• Sous-titre:
  • Auteur(s): Serge Peker
  • Éditeur: M.E.O.
  • Genre: Roman
  • Péritexte:
  • Format: 14.5 x 21 cm
  • Nombre de pages: 120 pages
  • ISBN: 978-2-930333-59-5
  • Parution: 2012
  • Prix: 14 €
  • Disponibilité: Disponible
  • Distribution: Pollen

Un couple, Félix et Felka. Tous deux peintres. Felka, avant de mourir dans la Grande Nuit du camp, revit les principaux moments de sa vie de couple jusqu’à sa déportation avec son mari en juillet 1944. Les tableaux de Félix animent les souvenirs de Felka et lui permettent de transformer ses ultimes moments en un véritable souffle de vie et de liberté. « Si les nazis osaient lever les yeux vers nous, ils nous verraient nous étreindre dans le lit de notre indifférence à leurs sombres uniformes. Mais ils n’oseront jamais car ce serait admettre que nous sommes les vainqueurs et qu’ils sont les vaincus. »
Ce couple pourrait être celui de Felka Platek, peintre juive d’origine polonaise et de Félix Nussbaum, peintre juif allemand, tous deux arrêtés à Bruxelles le 20 juin 1944 et déportés à Auschwitz le 31 juillet.
Le récit se construit à partir, et se nourrit des tableaux peints par Félix Nussbaum, aujourd’hui conservés dans le musée érigé en son honneur dans sa ville natale d’Osnabrück. De Felka Platek, il ne reste qu’une huile et quelques gouaches, le reste de l’œuvre ayant été détruit par les nazis (en même temps que la moitié de l’œuvre de Felix Nussbaum).
Jusqu’au 17 février 2013, le musée d’Art moderne de la Ville de Paris organise l’exposition « L’Art en guerre, France 1938-1947 », où seront exposés plusieurs des tableaux de Felix Nussbaum qui ont inspiré ce roman.

Extrait
La mort est en mon corps. Je le sais par mes membres qui ne me répondent plus. Je le sais par mes yeux, ma bouche, mes oreilles qui ne veulent rien voir, rien dire, rien entendre de cette mort qui m’entoure dans la Grande Nuit du camp. Mais peut-être vaut-il mieux remercier mes organes de ne plus rien vouloir de ce que voulait mon corps lorsqu’il se voulait femme ?
Voir ! Ce que verraient mes yeux ne serait pas une femme, mais des membres dispersés autrefois assemblés dans ce qui fut un corps.
Dire ! Ce que dirait ma bouche serait incompréhensible.
Entendre ! Ce qu’entendraient mes oreilles serait le bruit de l’innommé.
Une femme ! Une autre que moi-même aura été une femme, mais cette mort en mon corps lui est une étrangère. Une autre que moi-même qui ne suis rien désormais qu’une diaspora de pieds, de jambes, de bras, de mains.
Un souffle, c’est tout ce qu’il me reste ! Rien qu’un souffle de vie tapi dans des débris et puis tous ces bruits d’ombres qui respirent en mon souffle comme si le monde entier était dans mes poumons.

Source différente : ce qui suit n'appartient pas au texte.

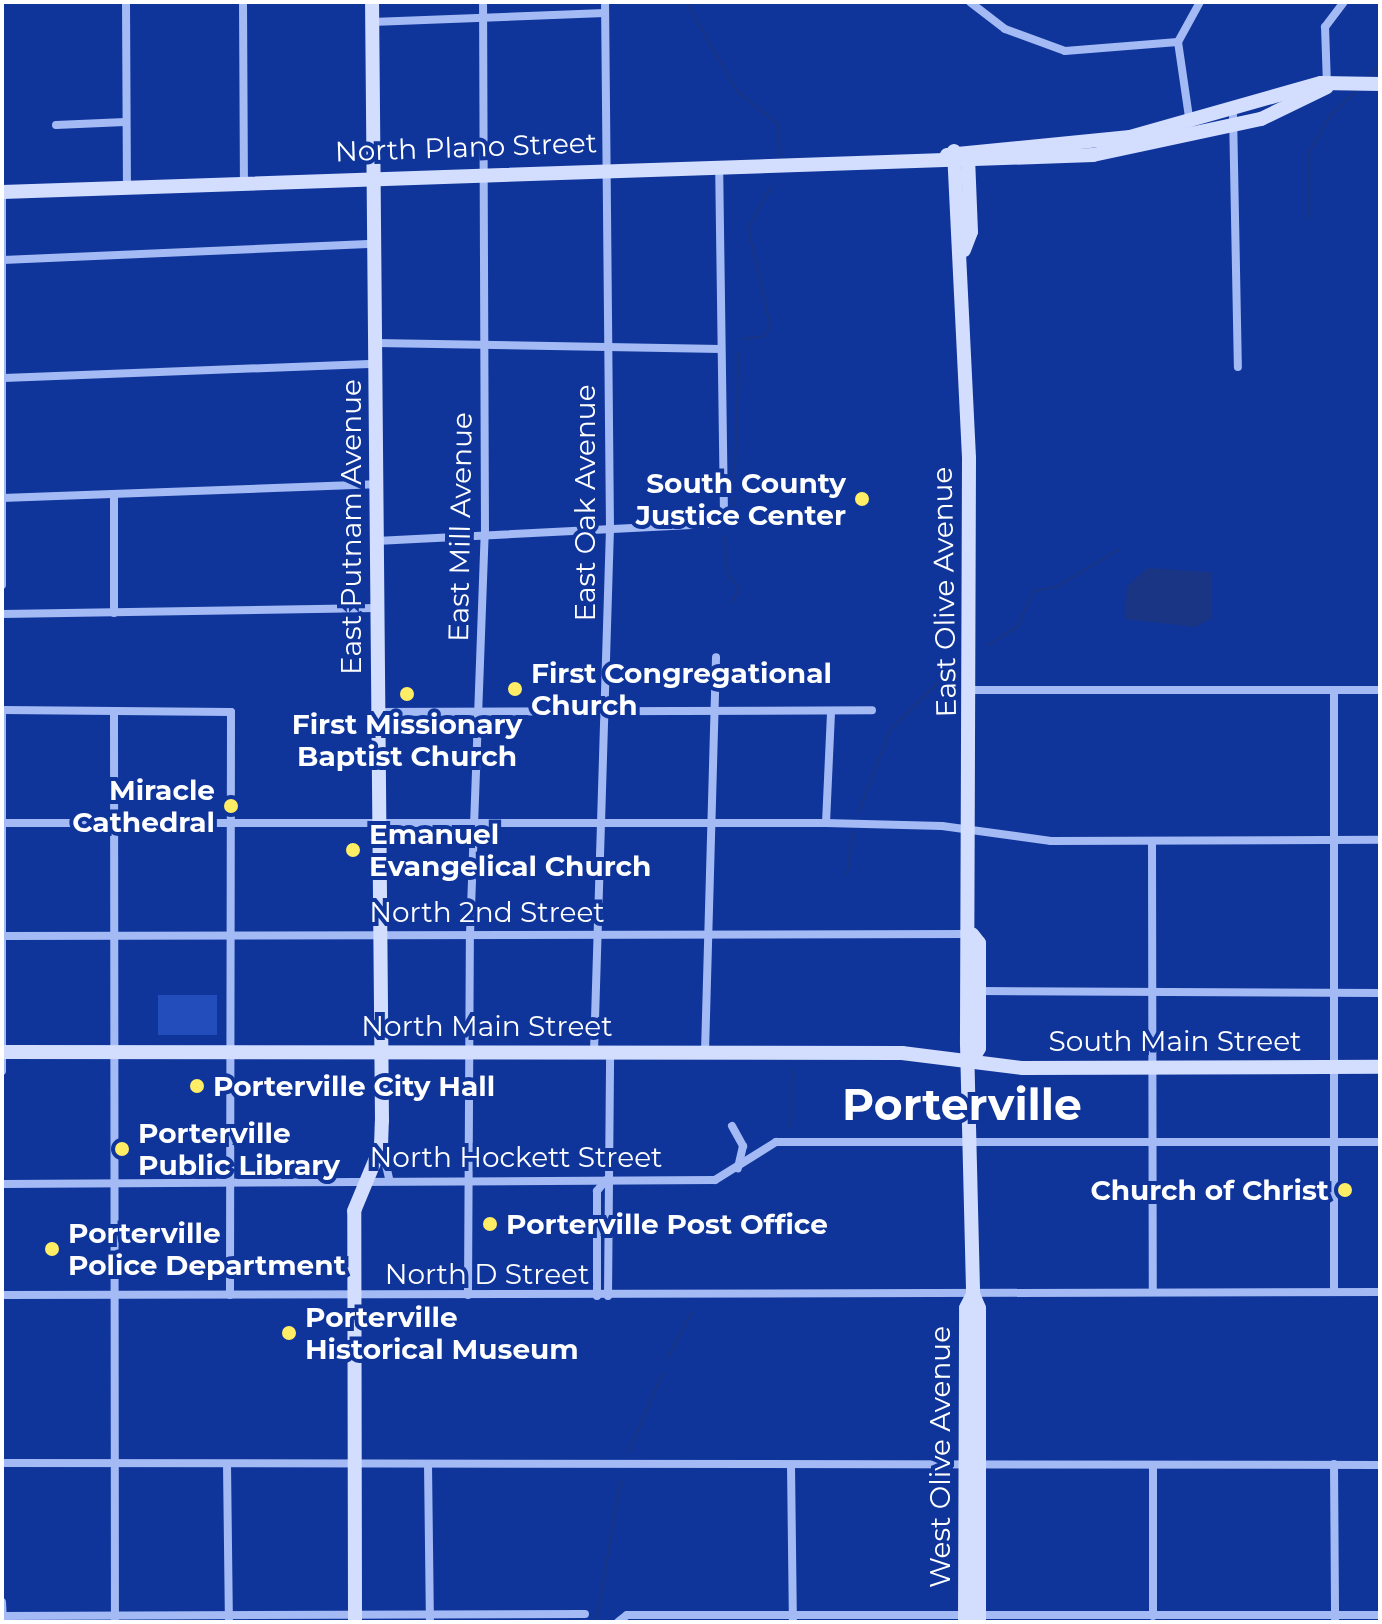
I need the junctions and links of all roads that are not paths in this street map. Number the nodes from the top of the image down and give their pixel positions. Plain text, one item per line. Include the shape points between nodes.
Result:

Il fait nuit dans le camp. Je le sais par ces ombres. C’est là ma dernière nuit, je le sais par ma fièvre dont la chaleur enflamme mon léger souffle de vie tout en le consumant dans une ultime flambée. Cette nuit, ma dernière, il faut que je la sauve de la Grande Nuit du camp.

Oui ! Dire oui, Félix ! S’écarter de la mort par un oui ! Dire oui à mon souffle de vie dont toi-même fais partie, car sans toi, mon amour, je ne pourrais rien dire et ne pourrais que pourrir dans cette mort en mon corps.